As the two couples talked, it turned out that there were other “coincidences”: Ruburt and Joseph had recently thought of taking a weekend vacation at a particular resort motel, within the general area but not especially close by.  This real estate couple had been forced to spend a night at the same resort due to poor weather, at a time when a psychic was featured as an entertainer.



This psychic startled the couple by correctly identifying some specific elements of their experiences, so there was some kind of psychic connection also.  Again, of course, coincidence.  So says the officially organized mind.  The rich interweavings of probabilities are apparent in all of your lives if only you stop organizing your perceptions and experiences in prepackaged ways.



The many directions possible for the species exist now.  Joseph reacted on a cellular level in one respect.  The cells recognized the probable reality involved, and he, Joseph, felt that he was “at home” (in the Markle place), and yet consciously could not explain the feeling.  In certain terms his mother will feel vindicated if Joseph buys that house, but the choice is still his and Ruburt’s.  If you pay more attention to what you think of as coincidences, you will discover another kind of order that underlies the recognized order you follow.  This has all kinds of implications biologically as far as the species is concerned; you can perhaps understand, then, that there are also probable histories beneath your lives, individually and en masse.



The neurologically unrecognized orders can show themselves once you recognize their reality.  Then your sense data will begin to confirm what has not been confirmed thus far.



The apartment house in which Ruburt and Joseph presently reside has a shared driveway.

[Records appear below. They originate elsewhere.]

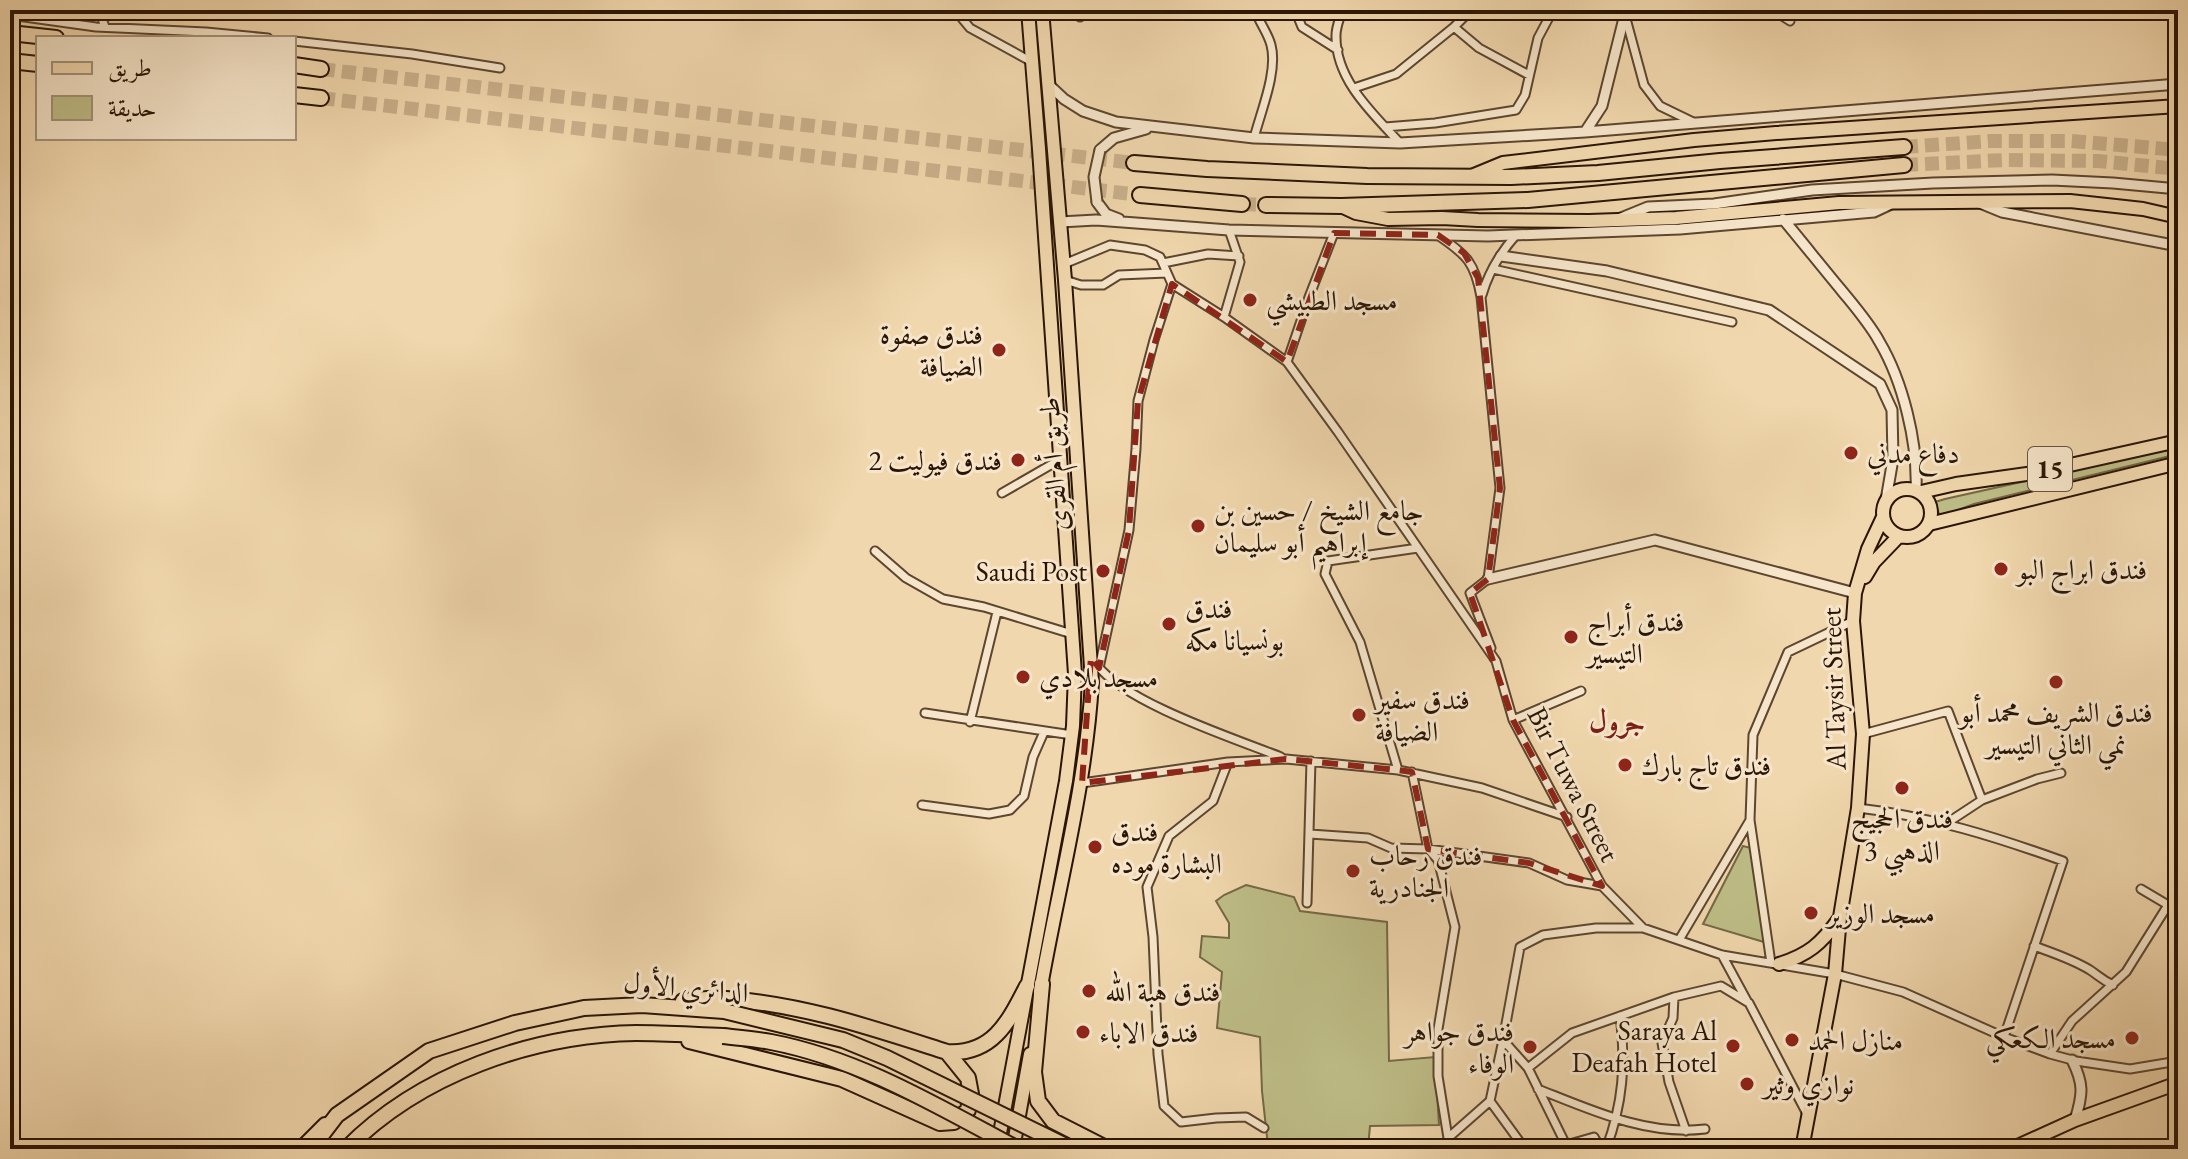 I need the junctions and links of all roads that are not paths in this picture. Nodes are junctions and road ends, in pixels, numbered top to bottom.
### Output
1 (99, 10) edge
2 (955, 10) edge
3 (1028, 10) edge
4 (1042, 10) edge
5 (1087, 10) edge
6 (1255, 10) edge
7 (1295, 10) edge
8 (1342, 10) edge
9 (1471, 10) edge
10 (1553, 10) edge
11 (1773, 10) edge
12 (1625, 12) edge
13 (10, 15) edge
14 (1080, 17) dead end
15 (1790, 21) dead end
16 (105, 27) junction
17 (1454, 27) junction
18 (10, 33) edge
19 (38, 36) edge
20 (247, 36) edge
21 (296, 41) edge
22 (1338, 50) junction
23 (10, 61) edge
24 (1032, 62) junction
25 (36, 64) edge
26 (296, 65) edge
27 (500, 68) dead end
28 (321, 69) tunnel mouth
29 (1529, 75) junction
30 (2178, 84) edge
31 (1049, 85) junction
32 (1354, 88) junction
33 (296, 95) edge
34 (321, 98) tunnel mouth
35 (2178, 106) edge
36 (1695, 123) junction
37 (1154, 127) junction
38 (1385, 127) junction
39 (1585, 132) junction
40 (1254, 138) junction
41 (1400, 143) junction
42 (1904, 147) tunnel mouth
43 (1134, 163) tunnel mouth
44 (1904, 165) tunnel mouth
45 (1471, 177) junction
46 (2178, 189) edge
47 (1140, 195) tunnel mouth
48 (1896, 201) junction
49 (1977, 201) junction
50 (1242, 204) tunnel mouth
51 (1266, 205) tunnel mouth
52 (1341, 206) junction
53 (2178, 217) edge
54 (1783, 219) junction
55 (1614, 220) junction
56 (1060, 222) junction
57 (1129, 222) junction
58 (1229, 230) junction
59 (1334, 233) junction
60 (1438, 235) junction
61 (1516, 235) junction
62 (2178, 246) edge
63 (1239, 256) junction
64 (1501, 256) junction
65 (1163, 263) junction
66 (1064, 264) junction
67 (1493, 269) junction
68 (1167, 273) junction
69 (1065, 280) junction
70 (1172, 284) junction
71 (1481, 297) junction
72 (1224, 317) junction
73 (1732, 322) dead end
74 (1287, 362) junction
75 (1905, 406) junction
76 (1892, 410) junction
77 (2178, 441) edge
78 (1061, 459) junction
79 (2178, 463) edge
80 (1918, 491) junction
81 (1002, 493) dead end
82 (1886, 500) junction
83 (1883, 517) junction
84 (1929, 524) junction
85 (1899, 536) junction
86 (1418, 548) junction
87 (875, 551) dead end
88 (1488, 579) junction
89 (1855, 593) junction
90 (997, 612) junction
91 (1853, 621) junction
92 (1073, 634) junction
93 (1496, 661) junction
94 (1095, 662) junction
95 (1581, 691) dead end
96 (925, 713) dead end
97 (1513, 720) junction
98 (970, 722) junction
99 (1044, 732) junction
100 (1863, 734) junction
101 (1072, 735) junction
102 (1286, 759) junction
103 (1311, 761) junction
104 (1228, 762) junction
105 (1398, 770) junction
106 (1412, 772) junction
107 (2061, 773) dead end
108 (1082, 783) junction
109 (1982, 800) junction
110 (922, 805) dead end
111 (1858, 808) junction
112 (1567, 817) junction
113 (1750, 820) junction
114 (1947, 823) junction
115 (1310, 834) junction
116 (1428, 849) junction
117 (1602, 886) junction
118 (2141, 889) dead end
119 (1307, 903) dead end
120 (2168, 905) junction
121 (2178, 908) edge
122 (1840, 917) junction
123 (1643, 928) junction
124 (1679, 940) junction
125 (2034, 946) junction
126 (1722, 955) junction
127 (1775, 964) junction
128 (1835, 974) junction
129 (1034, 985) junction
130 (2113, 985) junction
131 (1674, 997) junction
132 (1749, 1003) junction
133 (724, 1005) junction
134 (1620, 1016) junction
135 (657, 1034) junction
136 (2004, 1037) junction
137 (1503, 1040) junction
138 (947, 1052) junction
139 (2050, 1054) junction
140 (2072, 1060) junction
141 (2178, 1061) edge
142 (1528, 1068) junction
143 (2178, 1083) edge
144 (1538, 1089) junction
145 (1490, 1101) junction
146 (1808, 1114) junction
147 (337, 1115) junction
148 (2075, 1120) junction
149 (1617, 1121) junction
150 (1264, 1128) dead end
151 (1705, 1129) dead end
152 (1686, 1131) junction
153 (1448, 1138) junction
154 (1564, 1147) edge
155 (300, 1149) edge
156 (311, 1149) edge
157 (346, 1149) edge
158 (997, 1149) edge
159 (1016, 1149) edge
160 (1072, 1149) edge
161 (1108, 1149) edge
162 (1446, 1149) edge
163 (1525, 1149) edge
164 (1604, 1149) edge
165 (1802, 1149) edge
166 (2011, 1149) edge

1 - 16 street
2 - 24 street
3 - 24 main road, طريق أم القرى
4 - 31 main road, طريق أم القرى
5 - 14 street
6 - 40 street
7 - 22 street
8 - 22 street
9 - 17 street
10 - 29 street
11 - 15 street
12 - 36 street
12 - 39 street
13 - 16 street
16 - 20 street
17 - 29 street
17 - 32 street
18 - 19 highway
21 - 27 street
22 - 32 street
23 - 25 highway
24 - 78 main road, طريق أم القرى
26 - 28 highway
29 - 38 street
30 - 36 street
31 - 37 street
31 - 56 main road, طريق أم القرى
32 - 38 street
33 - 34 highway
35 - 45 main road
36 - 39 street
37 - 40 street
37 - 57 street, bridge
38 - 41 street
39 - 41 street
40 - 41 street
42 - 45 highway
43 - 45 highway
44 - 52 highway
46 - 55 street
47 - 50 highway
48 - 49 main road
48 - 54 street
48 - 55 main road
49 - 53 main road
49 - 62 street
51 - 52 highway
52 - 55 main road
54 - 61 street
54 - 75 street
56 - 57 street
56 - 66 main road, طريق أم القرى
57 - 58 street
58 - 59 street
58 - 63 street
59 - 60 street
59 - 74 street
60 - 61 street
60 - 71 street
61 - 64 street
63 - 65 street
63 - 72 street
64 - 67 street
64 - 76 street
65 - 66 street
65 - 68 street
66 - 69 main road, طريق أم القرى
67 - 71 street
67 - 73 street
68 - 69 street
68 - 70 street
69 - 94 main road, طريق أم القرى
70 - 72 street, Bir Tuwa Street
70 - 94 street
71 - 88 street
72 - 74 street, Bir Tuwa Street
74 - 86 street, Bir Tuwa Street
75 - 76 street
75 - 80 street
76 - 82 street
77 - 80 main road, 15
78 - 81 street
78 - 92 main road, طريق أم القرى
79 - 84 main road, 15
80 - 82 main road
80 - 84 main road
82 - 83 main road
83 - 85 main road
83 - 89 main road, Al Taysir Street
84 - 85 main road
85 - 89 main road
86 - 93 street, Bir Tuwa Street
86 - 105 street
87 - 90 street
88 - 89 street
88 - 93 street
89 - 91 main road, Al Taysir Street
90 - 92 street
90 - 98 street
91 - 100 main road, Al Taysir Street
91 - 113 street
92 - 94 main road
92 - 101 main road, طريق أم القرى
93 - 97 street, Bir Tuwa Street
94 - 102 street
94 - 108 main road, طريق أم القرى
95 - 97 street
96 - 98 street
97 - 112 street, Bir Tuwa Street
98 - 99 street
99 - 101 street
99 - 110 street
100 - 109 street
100 - 111 main road, Al Taysir Street
101 - 129 main road, طريق أم القرى
102 - 103 street
102 - 104 street
103 - 105 street
103 - 115 street
104 - 108 street
104 - 150 street
105 - 106 street
106 - 112 street
106 - 116 street
107 - 109 street
108 - 129 main road, طريق أم القرى
109 - 114 street
111 - 114 street
111 - 122 main road, Al Taysir Street
112 - 117 street, Bir Tuwa Street
113 - 124 street
113 - 127 street
114 - 125 street
115 - 116 street
115 - 119 street
116 - 117 street
116 - 153 street
117 - 123 street, Bir Tuwa Street
118 - 120 street
120 - 121 street
120 - 130 street
122 - 127 main road
122 - 128 main road, Al Taysir Street
123 - 124 street, Bir Tuwa Street
123 - 137 street
124 - 126 street, Bir Tuwa Street
125 - 130 street
125 - 136 street
126 - 127 street, Bir Tuwa Street
126 - 132 street
127 - 128 street, Bir Tuwa Street
128 - 136 street, Bir Tuwa Street
128 - 146 main road, Al Taysir Street
129 - 138 highway
129 - 158 main road, طريق أم القرى
129 - 159 main road, طريق أم القرى
129 - 161 highway
130 - 139 street
131 - 132 street
131 - 134 street
131 - 152 street
132 - 146 street
133 - 138 highway
133 - 147 highway, الدائري الأول
133 - 160 highway, الدائري الأول, bridge
134 - 142 street
134 - 149 street
135 - 138 highway
135 - 157 highway, الدائري الأول
135 - 159 highway, الدائري الأول, bridge
136 - 139 street, Bir Tuwa Street
137 - 142 street
137 - 145 street
139 - 140 street, Bir Tuwa Street
140 - 141 street, Bir Tuwa Street
140 - 148 street
142 - 144 street
143 - 148 main road
144 - 149 street
144 - 154 street
145 - 153 street
145 - 163 street
146 - 165 main road, Al Taysir Street
147 - 155 main road
147 - 156 highway, الدائري الأول
148 - 166 main road
149 - 152 street
149 - 164 street
151 - 152 street
153 - 162 street
154 - 164 street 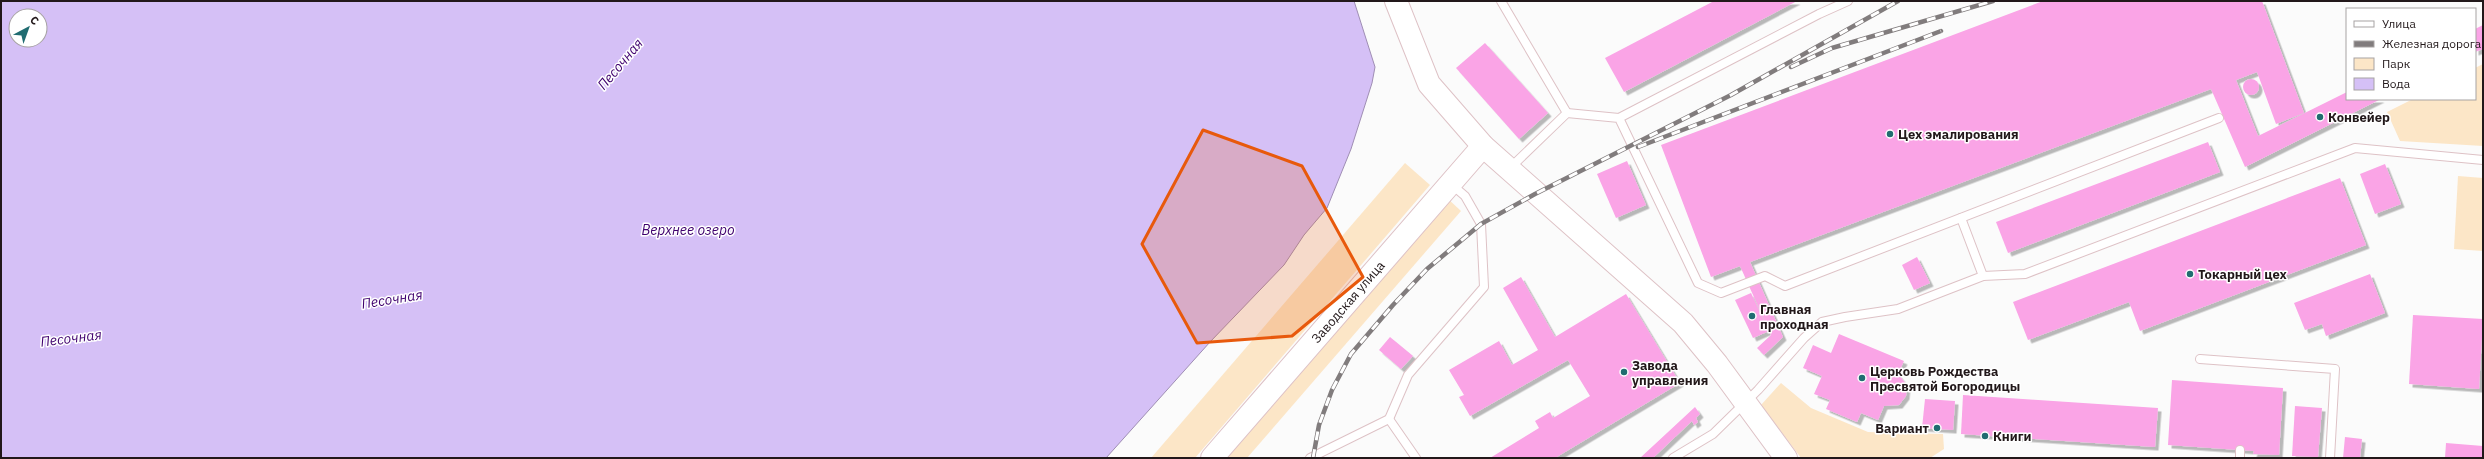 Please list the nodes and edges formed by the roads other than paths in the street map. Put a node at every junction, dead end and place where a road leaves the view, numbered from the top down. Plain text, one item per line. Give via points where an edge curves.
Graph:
1 (1396, 1) edge
2 (1502, 1) edge
3 (1848, 1) edge
4 (1567, 113) junction
5 (1619, 118) junction
6 (2219, 118) dead end
7 (1483, 146) junction
8 (2483, 160) edge
9 (1508, 170) junction
10 (1450, 183) junction
11 (1961, 218) junction
12 (1983, 276) junction
13 (2200, 359) dead end
14 (1744, 403) junction
15 (1389, 420) junction
16 (1212, 458) edge
17 (1310, 458) edge
18 (1416, 458) edge
19 (1673, 458) edge
20 (1786, 458) edge
21 (2330, 458) edge

1 - 7 main road via 1429,84
2 - 4 lane
3 - 5 lane
4 - 5 lane
4 - 9 lane
5 - 11 lane via 1698,283 1721,293 1765,276 1785,286
6 - 11 lane
7 - 9 main road
7 - 10 main road, Заводская улица
8 - 12 lane via 2355,148 2025,274
9 - 14 main road via 1683,323 1717,364
10 - 15 lane via 1465,196 1481,224 1484,287 1408,375
10 - 16 main road, Заводская улица
11 - 12 lane
12 - 14 lane via 1898,309 1822,322
13 - 21 lane via 2335,369
14 - 19 lane via 1713,434
14 - 20 main road
15 - 17 lane
15 - 18 lane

In certain terms it is the connection, the symbol, between the two probability systems, for Mr. Markle’s house also has a shared driveway.  Ruburt and Joseph live in double apartments, in a large old mansion redone into such quarters.  The driveway is shared with a very wealthy family next door, in which the same size house is a home to one family.  Joseph’s mother wanted Joseph to be very wealthy.  The drive symbolically connects the two realities, and is a point where the two merge.